The instincts of Anglo-Saxondom are still so sharp and alive that one cannot speak of a complete victory of Jewry, but rather, in part the latter is still forced to adjust its interests to those of the English. If the Jew were to triumph in England, English interests would recede into the background. . . . [But] if the Briton triumphs then a shift of England's attitude vis-à-vis Germany can still take place.


United States


In Mein Kampf, Hitler rarely mentioned the United States and when he did, it was in a tone of deep contempt. In Mein Kampf, Hitler portrayed the United States as a "racially degenerate" society on its way to self-destruction. By contrast, in Zweites Buch, Hitler portrayed the U.S. as a dynamic, "racially successful" society that practiced eugenics and segregation and followed what Hitler considered to be a wise policy of excluding "racially degenerate" immigration from eastern and southern Europe.
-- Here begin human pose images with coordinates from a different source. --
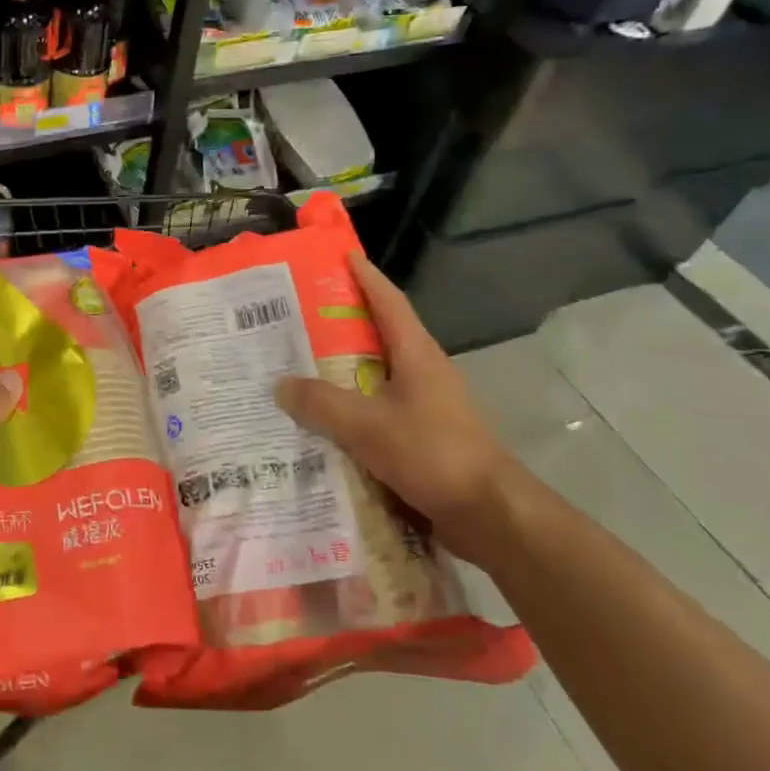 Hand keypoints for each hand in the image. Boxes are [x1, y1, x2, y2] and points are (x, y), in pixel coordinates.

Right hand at [273, 252, 527, 564]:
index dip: (366, 278)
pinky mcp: (425, 437)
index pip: (389, 302)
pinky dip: (353, 407)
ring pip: (378, 376)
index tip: (344, 256)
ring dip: (345, 370)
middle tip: (300, 317)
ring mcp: (428, 406)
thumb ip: (321, 403)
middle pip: (380, 336)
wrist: (489, 514)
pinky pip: (380, 410)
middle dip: (343, 324)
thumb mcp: (367, 426)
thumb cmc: (433, 453)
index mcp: (417, 355)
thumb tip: (280, 385)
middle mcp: (424, 372)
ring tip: (302, 368)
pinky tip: (325, 421) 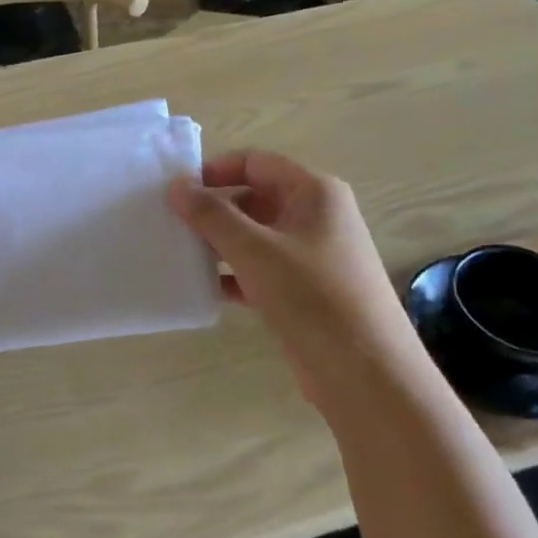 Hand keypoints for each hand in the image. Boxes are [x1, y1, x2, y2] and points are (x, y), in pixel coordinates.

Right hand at [168, 150, 429, 415]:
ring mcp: (313, 256)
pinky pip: (262, 270)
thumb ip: (212, 215)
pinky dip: (234, 275)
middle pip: (255, 198)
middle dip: (214, 209)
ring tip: (179, 253)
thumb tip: (176, 186)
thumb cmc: (312, 297)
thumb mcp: (255, 250)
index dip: (215, 170)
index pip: (256, 163)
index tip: (176, 190)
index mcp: (314, 192)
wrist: (366, 375)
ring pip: (257, 237)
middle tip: (170, 223)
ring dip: (220, 243)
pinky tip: (204, 288)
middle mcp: (317, 216)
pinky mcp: (306, 291)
What promoted the change in Hitler's views between 1924 and 1928 is not known. By 1928, Hitler seems to have heard about the U.S.' massive industrial wealth, the Immigration Act of 1924, segregation, and the fact that several American states had eugenics boards to sterilize people who were considered mentally defective, and was favorably impressed. Hitler proclaimed his admiration for these sorts of policies and expressed his wish that Germany would do similar things, albeit on a much greater scale.